In the data below, how many lines include the string "edge"? Give only the number.

--------

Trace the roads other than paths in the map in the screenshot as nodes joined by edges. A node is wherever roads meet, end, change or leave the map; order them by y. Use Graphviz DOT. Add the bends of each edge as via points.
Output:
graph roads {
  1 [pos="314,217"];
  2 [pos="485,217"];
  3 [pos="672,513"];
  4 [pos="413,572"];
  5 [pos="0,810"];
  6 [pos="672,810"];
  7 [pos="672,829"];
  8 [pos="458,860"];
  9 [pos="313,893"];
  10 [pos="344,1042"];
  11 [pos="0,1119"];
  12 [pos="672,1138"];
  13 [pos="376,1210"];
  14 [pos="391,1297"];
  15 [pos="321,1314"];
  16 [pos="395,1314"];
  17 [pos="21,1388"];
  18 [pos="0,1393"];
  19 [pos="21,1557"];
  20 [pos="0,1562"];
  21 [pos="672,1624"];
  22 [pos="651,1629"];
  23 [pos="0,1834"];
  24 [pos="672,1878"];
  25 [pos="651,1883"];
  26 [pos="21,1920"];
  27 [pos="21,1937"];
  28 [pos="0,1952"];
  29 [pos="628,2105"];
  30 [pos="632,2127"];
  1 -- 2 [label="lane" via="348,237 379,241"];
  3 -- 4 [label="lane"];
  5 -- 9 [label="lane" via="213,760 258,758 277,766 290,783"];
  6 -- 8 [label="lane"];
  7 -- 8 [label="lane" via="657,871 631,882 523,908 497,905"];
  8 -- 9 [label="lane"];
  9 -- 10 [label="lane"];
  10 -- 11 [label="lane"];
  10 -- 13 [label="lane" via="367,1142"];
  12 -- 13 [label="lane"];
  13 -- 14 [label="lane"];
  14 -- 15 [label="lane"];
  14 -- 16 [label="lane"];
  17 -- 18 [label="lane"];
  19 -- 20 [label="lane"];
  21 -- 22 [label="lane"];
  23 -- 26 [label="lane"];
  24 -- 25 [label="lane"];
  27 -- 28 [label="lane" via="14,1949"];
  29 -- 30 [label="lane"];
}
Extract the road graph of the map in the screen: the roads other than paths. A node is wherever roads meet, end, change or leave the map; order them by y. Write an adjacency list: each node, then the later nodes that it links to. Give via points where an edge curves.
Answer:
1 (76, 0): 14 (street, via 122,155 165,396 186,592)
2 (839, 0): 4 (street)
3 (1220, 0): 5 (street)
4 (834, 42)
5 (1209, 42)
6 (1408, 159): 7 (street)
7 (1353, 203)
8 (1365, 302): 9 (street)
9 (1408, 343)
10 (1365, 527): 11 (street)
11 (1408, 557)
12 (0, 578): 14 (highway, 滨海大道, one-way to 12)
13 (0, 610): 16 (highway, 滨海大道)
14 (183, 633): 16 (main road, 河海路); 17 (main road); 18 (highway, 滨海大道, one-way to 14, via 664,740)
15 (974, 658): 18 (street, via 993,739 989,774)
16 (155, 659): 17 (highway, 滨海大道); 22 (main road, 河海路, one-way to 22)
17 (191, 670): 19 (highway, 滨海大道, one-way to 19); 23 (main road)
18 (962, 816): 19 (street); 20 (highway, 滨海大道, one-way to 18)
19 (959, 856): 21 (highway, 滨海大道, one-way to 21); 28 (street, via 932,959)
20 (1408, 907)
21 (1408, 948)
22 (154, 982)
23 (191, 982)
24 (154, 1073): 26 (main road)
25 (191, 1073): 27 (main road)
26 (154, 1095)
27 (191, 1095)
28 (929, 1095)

--------

▶ _Reply to the task_
2